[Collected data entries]
·····

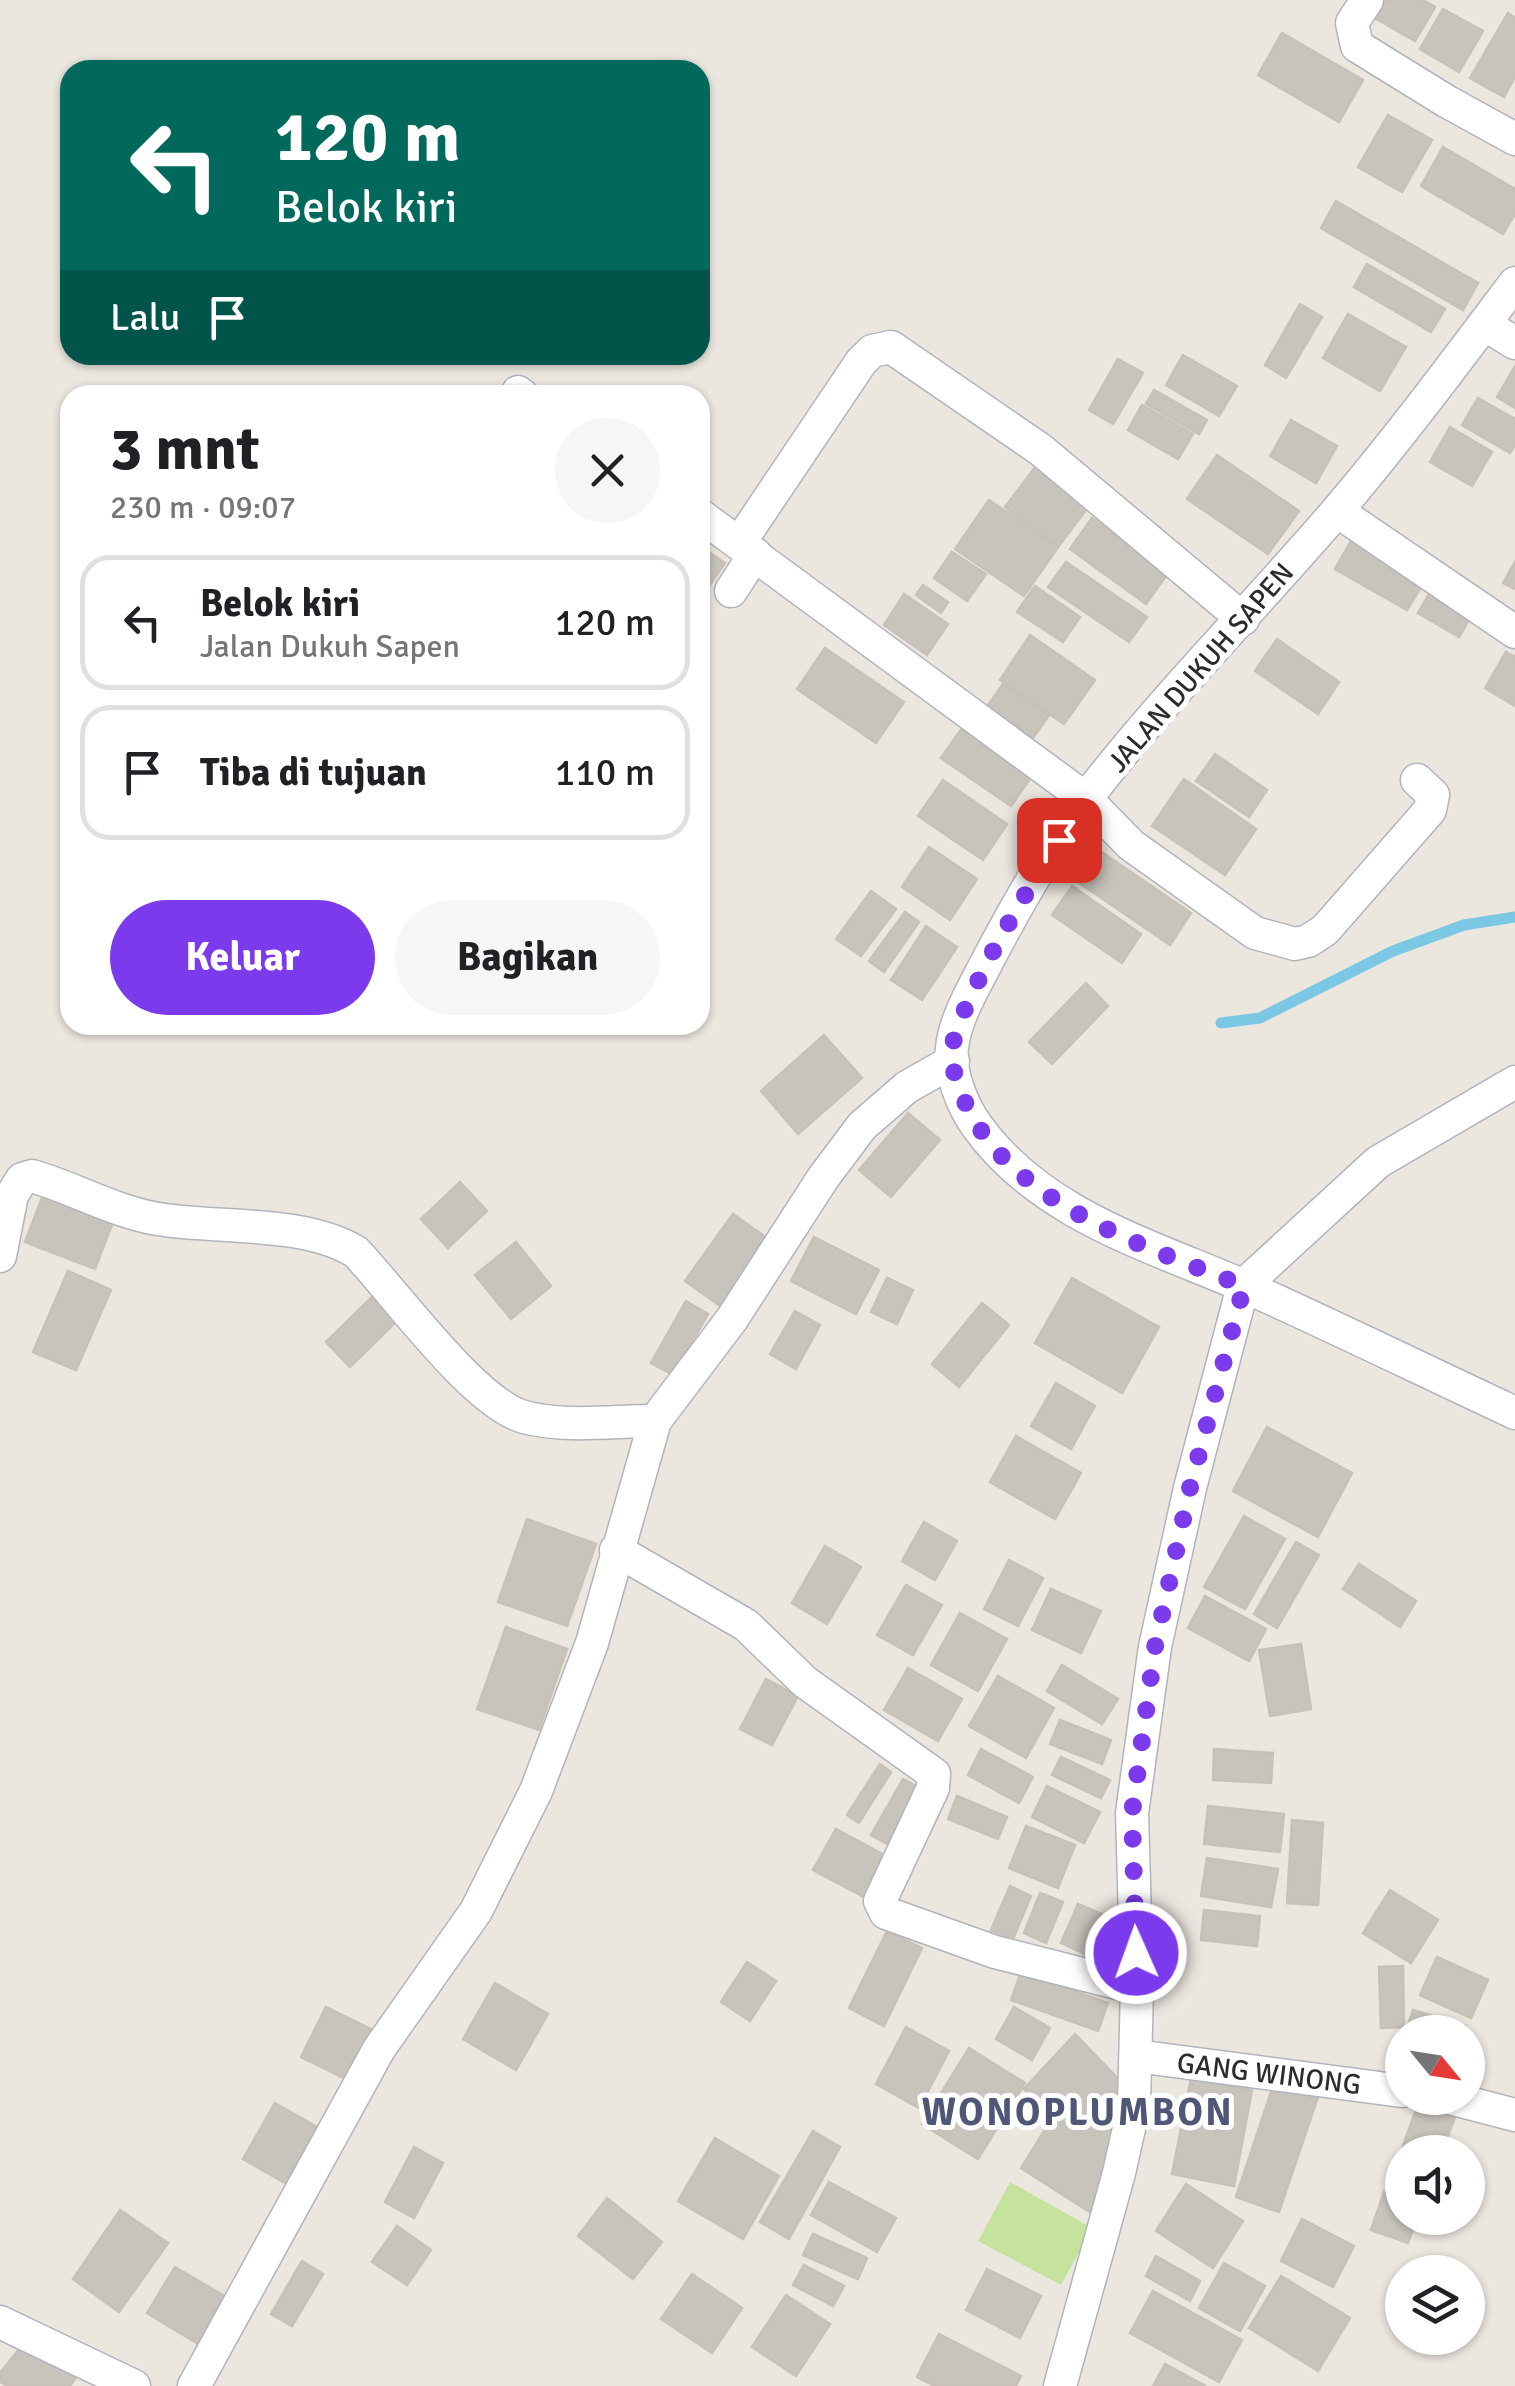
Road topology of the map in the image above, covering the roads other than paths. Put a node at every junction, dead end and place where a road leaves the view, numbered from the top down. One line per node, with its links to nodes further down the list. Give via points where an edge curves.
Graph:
1 (1367, 0): 2 (street, via 1352,23 1357,46)
2 (1515, 139)
3 (1515, 283): 4 (street, JALAN DUKUH SAPEN)
4 (1484, 324): 5 (street); 6 (street, JALAN DUKUH SAPEN)
5 (1515, 343)
6 (1337, 511): 10 (street, JALAN DUKUH SAPEN); 11 (street)
7 (710, 522): 8 (street)
8 (748, 548): 9 (street); 10 (street, via 862,362 872,351 892,347 1041,450); 13 (street)
9 (730, 591)
10 (1243, 620): 13 (street, JALAN DUKUH SAPEN)
11 (1515, 632)
12 (1416, 780): 13 (street, via 1433,795 1430,810 1325,930 1295,944 1270,940 1239,923 1131,845)
13 (1086, 799): 14 (street, JALAN DUKUH SAPEN, via 1012,914 963,1012)
14 (953, 1060): 17 (street, JALAN DUKUH SAPEN, via 976,1124 1039,1190 1138,1243); 19 (street, via 862,1126)
15 (1515, 1082): 17 (street, via 1378,1162)
16 (0, 1256): 19 (street, via 12,1195 32,1176 153,1218 312,1232 356,1252 468,1378 520,1416)
17 (1244, 1286): 18 (street, JALAN DUKUH SAPEN); 21 (street, via 1155,1647 1132,1813)
18 (1515, 1413)
19 (654, 1421): 20 (street)
20 (616, 1550): 21 (street, via 746,1625 805,1682 934,1774 880,1901 886,1912 996,1952); 28 (street, via 570,1709 495,1875 379,2049)
21 (1137, 1988): 22 (street)
22 (1136, 2056): 23 (street, GANG WINONG); 29 (street, via 1120,2174)
23 (1385, 2089)
24 (1485, 2107): 25 (street)
25 (1515, 2114)
26 (0, 2322): 27 (street)
27 (134, 2386)
28 (194, 2386)
29 (1060, 2386)

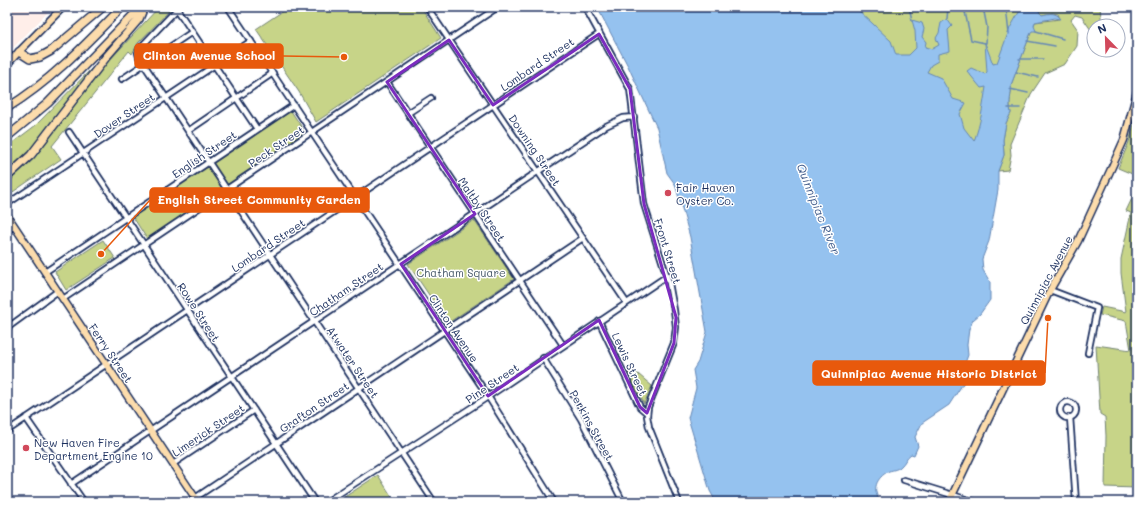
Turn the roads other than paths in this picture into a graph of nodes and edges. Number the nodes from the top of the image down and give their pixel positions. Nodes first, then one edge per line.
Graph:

·····

**What to work on**
For every line above that has "nodes" in it, copy the line.

**Answer area**
Road topology of the map in the image above, covering the roads other than paths. Put a node at every junction, dead end and place where a road leaves the view, numbered from the top down. One line per node, with its links to nodes further down the list. Give via points where an edge curves.
Turn the roads other than paths in this picture into a graph of nodes and edges. Number the nodes from the top of the image down and give their pixel positions. Nodes first, then one edge per line.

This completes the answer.